*** Input ***
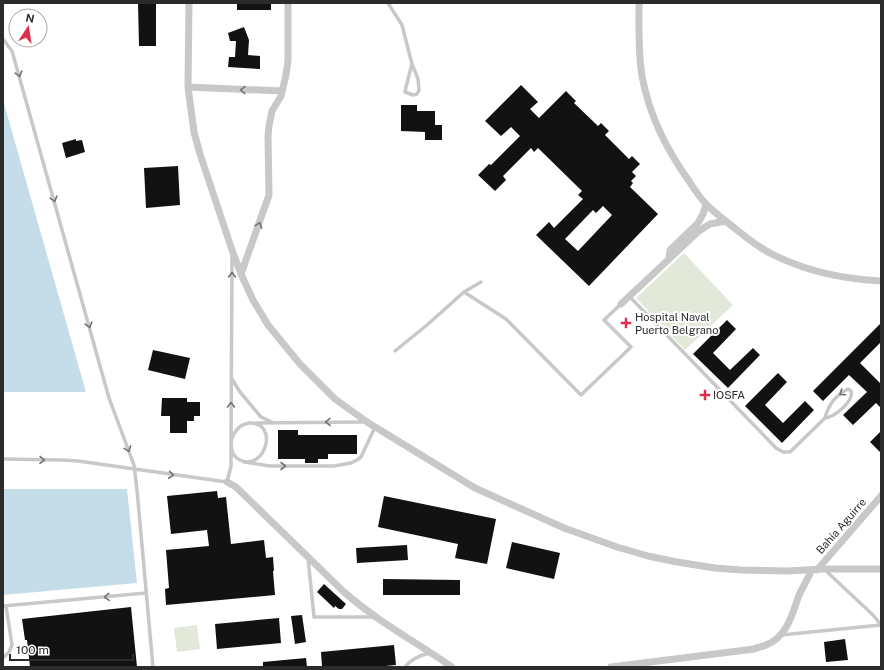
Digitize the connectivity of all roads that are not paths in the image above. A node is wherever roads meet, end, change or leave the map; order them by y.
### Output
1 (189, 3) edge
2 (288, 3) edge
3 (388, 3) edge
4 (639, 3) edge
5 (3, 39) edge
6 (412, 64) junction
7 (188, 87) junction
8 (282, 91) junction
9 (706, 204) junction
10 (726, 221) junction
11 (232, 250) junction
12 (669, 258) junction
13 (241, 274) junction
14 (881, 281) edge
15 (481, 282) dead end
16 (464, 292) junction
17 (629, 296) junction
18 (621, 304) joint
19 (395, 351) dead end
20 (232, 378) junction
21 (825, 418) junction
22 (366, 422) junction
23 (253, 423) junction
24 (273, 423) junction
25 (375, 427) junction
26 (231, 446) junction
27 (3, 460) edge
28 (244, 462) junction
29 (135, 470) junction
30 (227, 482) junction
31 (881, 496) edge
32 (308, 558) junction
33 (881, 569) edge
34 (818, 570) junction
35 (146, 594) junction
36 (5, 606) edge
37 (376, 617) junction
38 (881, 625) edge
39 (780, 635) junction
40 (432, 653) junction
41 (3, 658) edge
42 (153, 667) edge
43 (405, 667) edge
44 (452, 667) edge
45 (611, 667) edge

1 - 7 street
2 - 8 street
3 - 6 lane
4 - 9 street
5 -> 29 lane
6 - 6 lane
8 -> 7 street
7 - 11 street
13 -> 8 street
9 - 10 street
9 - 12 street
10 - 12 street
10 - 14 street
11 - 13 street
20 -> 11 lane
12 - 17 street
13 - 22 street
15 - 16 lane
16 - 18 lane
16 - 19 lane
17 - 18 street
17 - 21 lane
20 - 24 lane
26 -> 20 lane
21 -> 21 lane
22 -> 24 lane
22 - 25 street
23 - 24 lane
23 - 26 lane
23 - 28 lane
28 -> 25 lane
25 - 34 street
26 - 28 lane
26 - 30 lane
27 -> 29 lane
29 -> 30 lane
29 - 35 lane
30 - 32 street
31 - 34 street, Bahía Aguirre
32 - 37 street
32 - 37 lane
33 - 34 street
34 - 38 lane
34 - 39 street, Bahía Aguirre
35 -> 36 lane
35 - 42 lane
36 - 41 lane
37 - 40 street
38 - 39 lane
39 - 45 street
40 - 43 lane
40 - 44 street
*** End of Input ***
*** Input ***
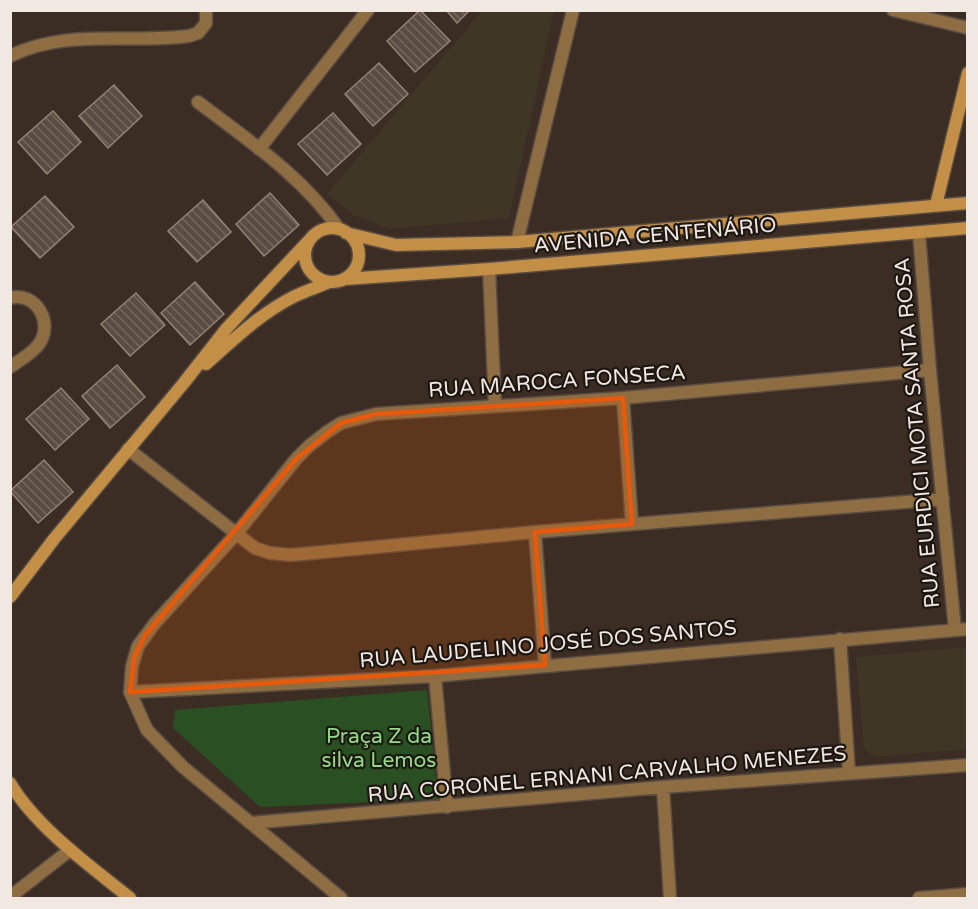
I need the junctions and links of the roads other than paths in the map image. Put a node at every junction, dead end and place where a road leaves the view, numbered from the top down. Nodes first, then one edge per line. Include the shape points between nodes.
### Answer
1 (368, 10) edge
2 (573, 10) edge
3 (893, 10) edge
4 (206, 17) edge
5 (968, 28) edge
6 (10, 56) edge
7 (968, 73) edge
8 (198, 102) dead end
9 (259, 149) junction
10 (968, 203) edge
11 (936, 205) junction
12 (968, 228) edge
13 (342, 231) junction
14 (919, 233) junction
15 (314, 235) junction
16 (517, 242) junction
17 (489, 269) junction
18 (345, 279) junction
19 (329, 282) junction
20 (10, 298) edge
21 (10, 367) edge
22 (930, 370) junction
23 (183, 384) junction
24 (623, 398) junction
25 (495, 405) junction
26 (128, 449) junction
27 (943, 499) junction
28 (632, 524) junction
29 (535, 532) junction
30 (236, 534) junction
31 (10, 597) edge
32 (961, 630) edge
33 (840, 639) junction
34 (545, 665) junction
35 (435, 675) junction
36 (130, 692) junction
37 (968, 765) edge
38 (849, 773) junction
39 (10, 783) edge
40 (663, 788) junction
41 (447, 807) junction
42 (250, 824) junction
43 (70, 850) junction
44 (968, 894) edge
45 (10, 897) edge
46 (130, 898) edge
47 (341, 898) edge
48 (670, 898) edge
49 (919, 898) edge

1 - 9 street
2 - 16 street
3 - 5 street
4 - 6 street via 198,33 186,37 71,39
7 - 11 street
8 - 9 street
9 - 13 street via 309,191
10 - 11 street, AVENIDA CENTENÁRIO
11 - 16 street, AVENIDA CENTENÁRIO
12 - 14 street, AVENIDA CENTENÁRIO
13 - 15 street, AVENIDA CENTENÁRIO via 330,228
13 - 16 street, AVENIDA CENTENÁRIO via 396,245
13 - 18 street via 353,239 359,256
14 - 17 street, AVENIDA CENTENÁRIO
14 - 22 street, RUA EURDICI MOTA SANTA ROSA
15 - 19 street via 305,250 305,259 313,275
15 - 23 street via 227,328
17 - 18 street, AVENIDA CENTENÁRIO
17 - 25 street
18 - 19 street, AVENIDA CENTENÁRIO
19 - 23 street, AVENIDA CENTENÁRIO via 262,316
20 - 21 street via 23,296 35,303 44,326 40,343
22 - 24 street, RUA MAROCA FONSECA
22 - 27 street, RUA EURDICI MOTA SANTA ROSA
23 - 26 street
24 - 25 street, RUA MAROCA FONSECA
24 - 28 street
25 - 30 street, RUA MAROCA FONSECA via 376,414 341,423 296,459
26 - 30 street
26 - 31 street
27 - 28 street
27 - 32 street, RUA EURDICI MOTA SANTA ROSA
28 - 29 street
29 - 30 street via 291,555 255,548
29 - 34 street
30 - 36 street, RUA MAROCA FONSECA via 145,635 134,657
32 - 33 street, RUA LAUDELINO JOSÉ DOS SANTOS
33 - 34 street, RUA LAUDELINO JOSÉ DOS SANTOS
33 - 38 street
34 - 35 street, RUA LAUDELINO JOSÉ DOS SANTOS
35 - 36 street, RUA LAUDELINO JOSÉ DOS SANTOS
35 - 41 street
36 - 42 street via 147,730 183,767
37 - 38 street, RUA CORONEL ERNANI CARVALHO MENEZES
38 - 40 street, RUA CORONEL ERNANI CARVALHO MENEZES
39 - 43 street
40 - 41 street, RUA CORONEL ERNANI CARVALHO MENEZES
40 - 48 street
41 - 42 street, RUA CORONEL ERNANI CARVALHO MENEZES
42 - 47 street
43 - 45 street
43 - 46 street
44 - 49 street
*** End of Input ***
* Prompt
Filtering the entries above by the word "Bahía", copy each line that matches.

* Response box
31 - 34 street, Bahía Aguirre
34 - 39 street, Bahía Aguirre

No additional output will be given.